В плотный контакт с Крокодилом Крокодиловичем Масяня вступил уже в доме моей лучшей подруги Ирки, куда мы отправились прямо из «Мира детства».
Человека, который неотступно следовал за нами по пятам от прилавка игрушечного магазина до стоянки такси, мы не заметили. Тем более мы не обратили никакого внимания на машину, увязавшуюся за нашим наемным экипажем.
Было морозное и солнечное февральское утро, обледенелые обочины дороги и заснеженные поля по обе ее стороны искрились, как бескрайний солончак, прорезанный караванной тропой. В синем небе редкой сетью растянулись перистые облака. Воздух был свежим, настроение прекрасным, и ничто не предвещало беды.
А когда ее что-нибудь предвещало?
3
– Неправильное название дали магазину игрушек, – сердито язвила Ирка, прислушиваясь к звукам ожесточенной пальбы, доносящимся из коридора.
Оружие для охоты на крокодила не только испускало из себя лучик, но и исторгало пугающие звуки.
– Надо было не просто «Мир детства» назвать, а шире – «Война и мир детства»! – сказала подруга.
– А-а-а-а! – страшно заорал крокодил, в очередной раз пораженный лазерным лучом.
И он тут же без всякой паузы запел с большим чувством и ярко выраженным китайским акцентом:
– Пустя бегуть неуклюзя писиходы па лузям!
– Слово «писиходы» звучит как-то подозрительно! – покачав головой, заметила я. – Угадывается в нем что-то такое…
– Точно! Хотя зримо представить себе «писиходное» движение я лично затрудняюсь! – поддакнул Колян.
– Ма-а-амочка! – заревел Масяня. – Мамулечка! Посмотри, крокодильчик описался!
– Смотри-ка, не затруднился! – заметила я и выглянула в коридор.
Нежно-зеленый Крокодил Крокодилович затейливо петлял по полу, оставляя на линолеуме влажный след.
– Так вот, значит, каков он – писиход, бегущий по лужам! – пробормотала я.
И посмотрела в дальний конец коридора, где в тупике помещалась ванная комната. На полу у порога поблескивала россыпь микроскопических лужиц.
– Там кто-то что-то разбрызгал, – сообщила я Ирке.
Хозяйка дома тоже выглянула в коридор, поморгала, приглядываясь, и с нескрываемой досадой сказала:
– Опять Катька мокрыми руками на ходу трясла!

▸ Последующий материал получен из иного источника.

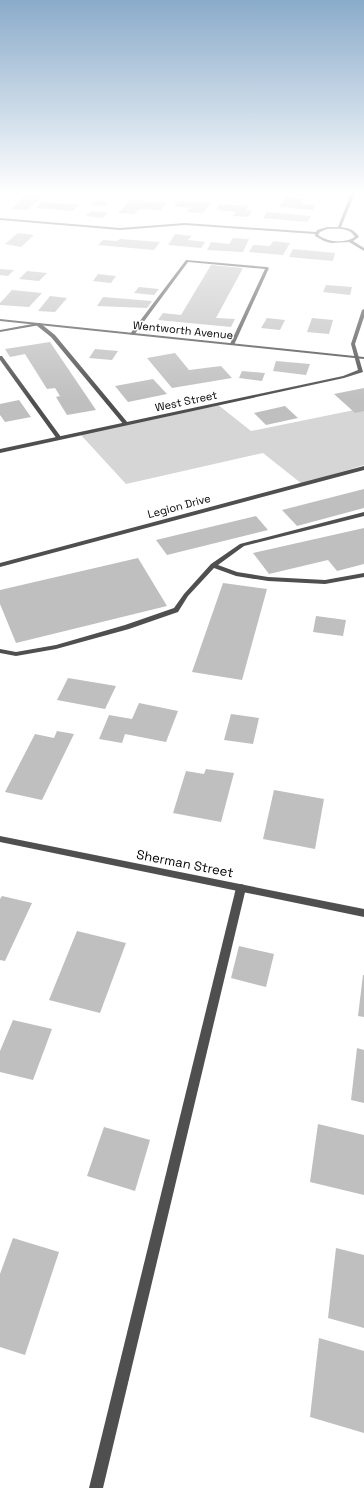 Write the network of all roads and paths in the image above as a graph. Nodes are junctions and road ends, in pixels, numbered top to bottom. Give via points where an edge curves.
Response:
1 (186, 262) edge
2 (203, 262) edge
3 (364, 310) edge
4 (0, 320) edge
5 (38, 324) junction
6 (0, 331) edge
7 (132, 334) junction
8 (232, 344) junction
9 (0, 357) edge
10 (358, 357) junction
11 (364, 358) edge
12 (126, 424) junction
13 (59, 438) junction
14 (0, 451) edge
15 (364, 468) edge
16 (364, 514) edge
17 (0, 565) edge
18 (213, 565) junction
19 (364, 575) edge
20 (0, 651) edge
21 (0, 839) edge
22 (241, 888) junction
23 (364, 913) edge
24 (96, 1488) edge

1 - 7 street
2 - 8 street via 267,268
3 - 10 street via 353,344
4 - 5 street, Wentworth Avenue
5 - 6 street
5 - 7 street, Wentworth Avenue
5 - 12 street via 53,336
7 - 8 street, Wentworth Avenue
8 - 10 street, Wentworth Avenue
9 - 13 street
10 - 11 street, Wentworth Avenue
10 - 12 street, West Street via 361,371 344,377
12 - 13 street, West Street
13 - 14 street, West Street
15 - 17 street, Legion Drive
16 - 18 street via 242,545
18 - 19 street via 236,574 268,579 324,582
18 - 20 street via 176,610 56,647 16,654
21 - 22 street, Sherman Street
22 - 23 street, Sherman Street
22 - 24 street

Что за привычка такая дурацкая, руки помыть и полотенцем не вытереть! Ну никакого воспитания у девицы!
– Колюшка, уйдите с мокрого, поиграйте с крокодильчиком в комнате! – крикнула я Масяне. – Там ковер зеленый, совсем как травка, крокодилу очень понравится!
Мася с приговоренным крокодилом под звуки стрельбы переместились в гостиную, а мы с Иркой вернулись в кухню.
– А кто занимается Катиным воспитанием? – спросила я, продолжая тему, открытую подругой.
– А никто! – сердито буркнула она. – Матери у нее нет, отец все время делами занят, а нянек у девятнадцатилетней детки нету! Если меня не считать, конечно.
– Тебя считать нельзя, ты с ней видишься раз в год, по большим праздникам, – возразила я.
– Потому что они очень замкнутые люди, эти Курихины! – обиженно заявила Ирка. – К нам в гости ходят редко, а к себе и вовсе не зовут. Родственники, называется!
– Ти-хо! – шепнул Колян, прислушиваясь.
Мимо открытой двери кухни по коридору босиком проследовала простоволосая Катерина в сером холщовом балахоне средневекового пилигрима.
– Странная она девица, что ни говори! По-моему, барышня слегка того! – шепнула Ирка, кивнув на дверной проем.
Катя шла, крепко зажмурив глаза и вытянув перед собой руки. Голые пятки звучно шлепали по влажному линолеуму. Катерина здорово походила на сомнамбулу, прогулочным шагом отправившуюся в последний путь к краю крыши и далее транзитом на тот свет. При этом она не выглядела сколько-нибудь просветленной.
Я проводила босоногую странницу внимательным взглядом и согласилась с подругой:
– Да, девушка довольно необычная.
– Да будет вам, девочки! По-вашему, если человек сразу же честно и прямо сказал, что очень любит холодец, так он сразу ненормальный? – по-своему вступился за Катерину Колян.
Мой муж тоже очень любит холодец, о чем не стесняется говорить сразу, честно и прямо. Высказавшись в защиту Катерины, он с большим интересом заглянул через плечо Ирки в полуведерную эмалированную кастрюлю, озадаченно поморгал, вздрогнул и слегка попятился. Не знаю, что он там ожидал увидеть. В кипящей воде весело кувыркались разнообразные неаппетитные фрагменты парнокопытных и пернатых: свиные уши, куриные лапы и говяжьи хвосты. Ирка по просьбе больших любителей холодца готовила свино-курино-говяжий студень по своему фирменному рецепту.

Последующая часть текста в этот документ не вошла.